The trigger is pull_request (not pull_request_target), so GITHUB_TOKEN is read-only for this repo and repository secrets are not attached to the job. The direct blast radius is limited to code execution in the release-notes job itself, but that job still runs on the deepset-owned runner pool and shares the ephemeral filesystem with the checked-out source tree, so injecting Python here is undesirable regardless.

The fix follows GitHub's documented secure workflows pattern: expose the changed-files output as an environment variable and read it from Python via os.environ, so the untrusted value never becomes part of the source string that the interpreter parses.

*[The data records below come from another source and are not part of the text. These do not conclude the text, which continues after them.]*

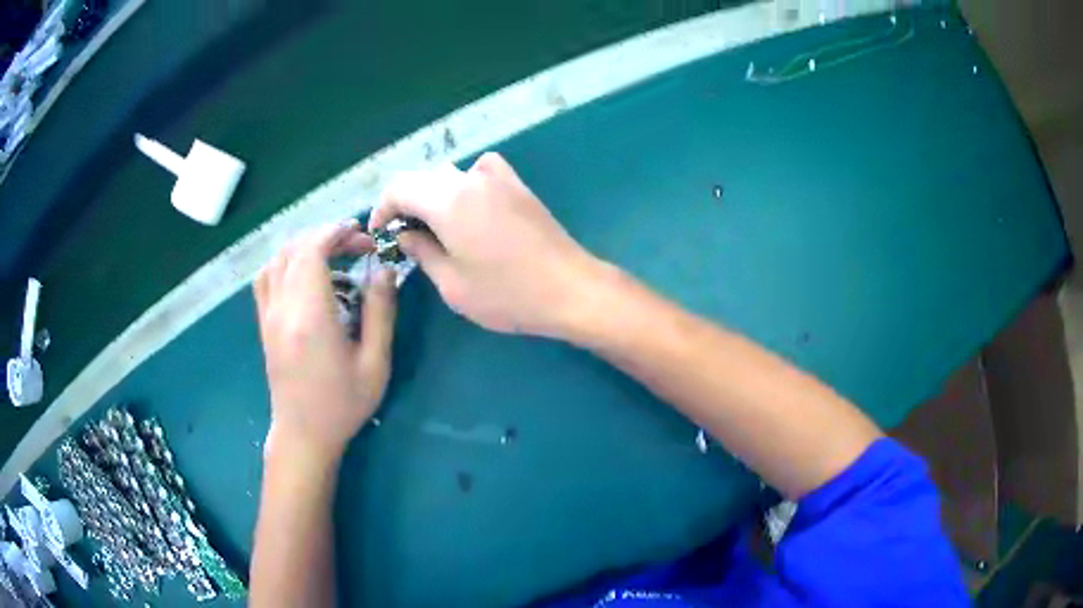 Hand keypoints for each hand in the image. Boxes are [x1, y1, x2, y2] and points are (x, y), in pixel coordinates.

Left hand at [253, 221, 396, 462]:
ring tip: (332, 253)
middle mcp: (283, 308)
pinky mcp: (264, 324)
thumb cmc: (343, 405)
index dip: (337, 233)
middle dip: (327, 236)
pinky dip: (284, 262)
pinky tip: (303, 272)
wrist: (304, 434)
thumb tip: (383, 270)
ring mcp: (269, 315)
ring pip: (277, 259)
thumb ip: (380, 312)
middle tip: (357, 246)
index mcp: (310, 316)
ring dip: (305, 246)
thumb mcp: (375, 363)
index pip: (313, 251)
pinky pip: (266, 277)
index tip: (362, 234)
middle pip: (296, 249)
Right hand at [370, 153, 599, 336]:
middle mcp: (470, 178)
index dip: (382, 208)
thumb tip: (405, 234)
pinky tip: (470, 208)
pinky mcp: (518, 185)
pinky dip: (464, 184)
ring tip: (434, 228)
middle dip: (405, 203)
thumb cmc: (507, 294)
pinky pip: (479, 171)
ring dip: (433, 195)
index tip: (380, 233)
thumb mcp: (452, 284)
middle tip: (404, 236)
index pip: (399, 188)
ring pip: (449, 174)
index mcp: (448, 200)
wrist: (570, 288)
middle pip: (423, 178)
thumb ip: (422, 251)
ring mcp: (499, 177) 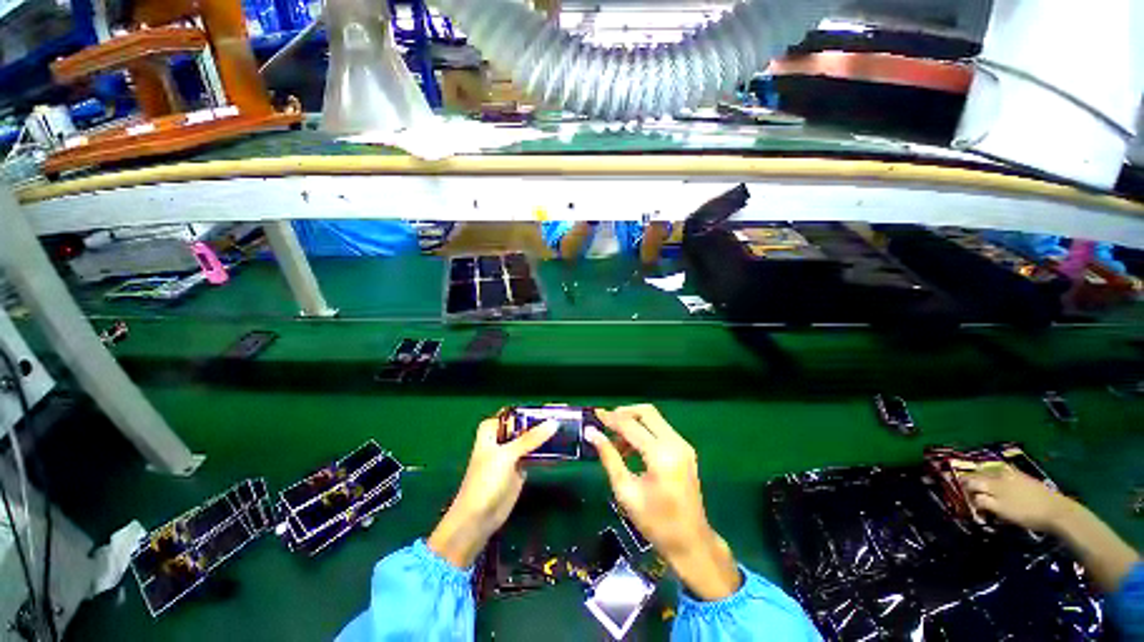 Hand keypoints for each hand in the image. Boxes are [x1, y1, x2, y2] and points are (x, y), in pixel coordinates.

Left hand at [428, 416, 557, 567]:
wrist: (478, 519)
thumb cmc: (485, 481)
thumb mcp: (507, 455)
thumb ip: (530, 438)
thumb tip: (554, 422)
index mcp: (492, 429)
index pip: (513, 413)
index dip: (530, 411)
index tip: (551, 408)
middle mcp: (502, 438)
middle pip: (523, 425)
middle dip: (540, 422)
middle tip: (564, 417)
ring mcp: (511, 454)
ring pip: (530, 439)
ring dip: (544, 436)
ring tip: (567, 429)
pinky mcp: (520, 468)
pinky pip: (535, 454)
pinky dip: (545, 451)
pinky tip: (561, 446)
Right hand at [586, 404, 739, 600]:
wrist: (691, 543)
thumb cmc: (655, 522)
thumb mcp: (626, 491)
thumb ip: (609, 457)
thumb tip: (591, 433)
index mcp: (661, 455)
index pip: (631, 425)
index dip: (611, 418)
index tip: (594, 415)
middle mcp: (675, 443)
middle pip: (646, 412)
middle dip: (624, 413)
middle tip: (606, 424)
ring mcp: (683, 445)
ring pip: (654, 418)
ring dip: (633, 422)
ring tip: (615, 441)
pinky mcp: (685, 450)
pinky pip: (660, 429)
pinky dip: (644, 431)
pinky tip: (630, 447)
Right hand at [963, 465, 1074, 532]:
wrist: (1056, 510)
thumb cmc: (1027, 514)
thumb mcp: (1003, 511)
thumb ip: (984, 503)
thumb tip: (971, 498)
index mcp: (992, 483)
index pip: (970, 482)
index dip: (963, 488)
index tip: (959, 494)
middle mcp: (998, 474)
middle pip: (979, 475)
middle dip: (970, 480)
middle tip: (965, 488)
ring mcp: (1011, 474)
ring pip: (989, 472)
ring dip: (982, 477)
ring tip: (979, 483)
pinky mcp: (1021, 476)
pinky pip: (1002, 472)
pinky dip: (994, 474)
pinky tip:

Same class of hardening as #11733 (persist-credentials: false) and #11777 (further dependency pinning + CodeQL), extended one step further into the workflow body.

Related Issues

  • fixes #issue-number

Proposed Changes:

How did you test it?

Notes for the reviewer

Checklist

  • I have read the contributors guidelines and the code of conduct.
  • I have updated the related issue with new insights and changes.
  • I have added unit tests and updated the docstrings.
  • I've used one of the conventional commit types for my PR title: fix:, feat:, build:, chore:, ci:, docs:, style:, refactor:, perf:, test: and added ! in case the PR includes breaking changes.
  • I have documented my code.
  • I have added a release note file, following the contributors guidelines.
  • I have run pre-commit hooks and fixed any issue.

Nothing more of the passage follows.